For the average voter, it seems as if Mayorkas and Biden must be doing something wrong at the border, as otherwise how could the latter have been impeached? That seems easier to accept than the truth, which is that the House GOP has put politics over government for raw political theater.

The vote came at 7:16 Tuesday night as Suozzi was winning the election. They rushed it because once Suozzi is seated, impeachment would have failed. Long Island Reps. Nick LaLota, Anthony D’Esposito and Andrew Garbarino rushed from D.C. to rally for Pilip. They should all be ashamed, particularly Garbarino, who is now himself one of 11 impeachment managers for Mayorkas’ trial in the Senate.

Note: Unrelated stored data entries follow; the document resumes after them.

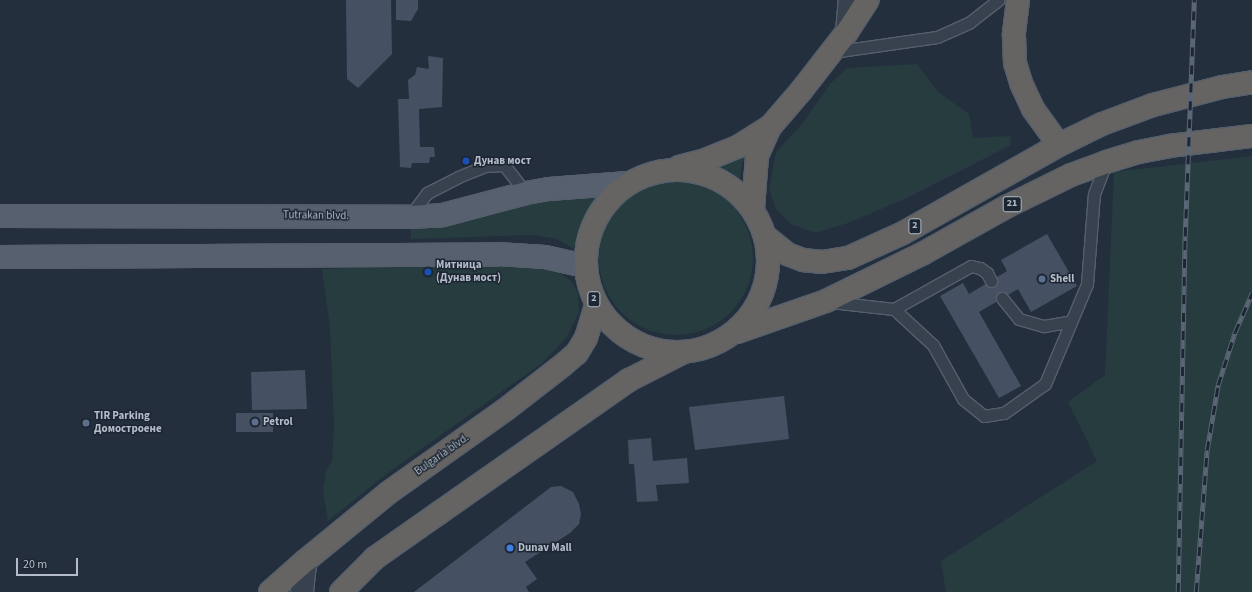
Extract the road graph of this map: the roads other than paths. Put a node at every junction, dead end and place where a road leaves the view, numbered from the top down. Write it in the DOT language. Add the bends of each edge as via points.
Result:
graph roads {
  1 [pos="850,0"];
  2 [pos="868,0"];
  3 [pos="998,0"];
  4 [pos="1018,0"];
  5 [pos="847,32"];
  6 [pos="831,52"];
  7 [pos="1252,82"];
  8 [pos="770,126"];
  9 [pos="1252,136"];
  10 [pos="1059,145"];
  11 [pos="1106,162"];
  12 [pos="671,169"];
  13 [pos="628,183"];
  14 [pos="526,193"];
  15 [pos="753,210"];
  16 [pos="0,216"];
  17 [pos="409,217"];
  18 [pos="765,236"];
  19 [pos="0,257"];
  20 [pos="585,266"];
  21 [pos="991,281"];
  22 [pos="1002,298"];
  23 [pos="826,301"];
  24 [pos="596,305"];
  25 [pos="894,309"];
  26 [pos="1071,321"];
  27 [pos="734,333"];
  28 [pos="682,353"];
  29 [pos="305,561"];
  30 [pos="270,592"];
  31 [pos="302,592"];
  32 [pos="341,592"];
  1 -- 5 [label="street"];
  2 -- 5 [label="highway, 2"];
  3 -- 6 [label="lane" via="970,22 937,37"];
  4 -- 10 [label="highway" via="1014,35 1015,63 1033,109"];
  5 -- 6 [label="highway, 2"];
  6 -- 8 [label="highway, 2"];
  7 -- 10 [label="highway, 2" via="1153,105 1102,124"];
  8 -- 12 [label="highway" via="739,146 705,160"];
  8 -- 15 [label="highway, 2" via="757,156"];
  9 -- 11 [label="highway, 21" via="1169,146"];
  10 -- 18 [label="highway, 2" via="910,229 848,258 822,262 803,260 787,254"];
  11 -- 23 [label="highway, 21" via="1071,175 1008,206 922,254"];
  11 -- 26 [label="lane" via="1094,194 1087,284"];
  12 -- 13 [label="highway, 2" via="649,173"];
  12 -- 15 [label="highway, 2" via="694,171 717,178 737,192"];
  13 -- 14 [label="main road, Tutrakan blvd." via="576,186"];
  13 -- 20 [label="highway, 2" via="609,198 595,218 587,241"];
  14 -- 17 [label="main road, Tutrakan blvd." via="443,215"];
  14 -- 17 [label="lane" via="504,165 485,166 427,193"];
  15 -- 18 [label="highway, 2"];
  16 -- 17 [label="main road, Tutrakan blvd."];
  18 -- 27 [label="highway, 2" via="769,263 764,289 752,314"];
  19 -- 20 [label="main road" via="497,254 545,257"];
  20 -- 24 [label="highway, 2" via="588,286"];
  21 -- 25 [label="lane" via="987,273 971,266"];
  22 -- 26 [label="lane" via="1019,319 1044,326"];
  23 -- 25 [label="lane"];
  23 -- 27 [label="highway, 21"];
  24 -- 28 [label="highway, 2" via="612,326 632,341 656,350"];
  24 -- 29 [label="highway, Bulgaria blvd. / 2" via="586,338 577,352 563,365 388,493"];
  25 -- 26 [label="lane" via="933,346 963,399 984,416 1004,413 1045,384"];
  27 -- 28 [label="highway, 2" via="709,347"];
  28 -- 32 [label="highway, 2" via="630,380 432,517 376,558"];
  29 -- 30 [label="highway, Bulgaria blvd. / 2"];
  29 -- 31 [label="street"];
}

Garbarino will be tasked with proving that the DHS leader has committed no less than high crimes and misdemeanors, a rather tall order given the total lack of evidence or even cognizable accusation that Mayorkas did anything improper, let alone remotely rising to this standard.

The Senate should consider simply not letting the show go on by dismissing the charges immediately after the trial convenes, a move that is on strong legal footing and which would stop dead the GOP’s efforts to continue this as an electoral sideshow going into this year’s presidential election. No doubt that Speaker Mike Johnson and his cavalcade of loonies would scream bloody murder, but they’d have to go do so on Fox News instead of taking up Senate floor time.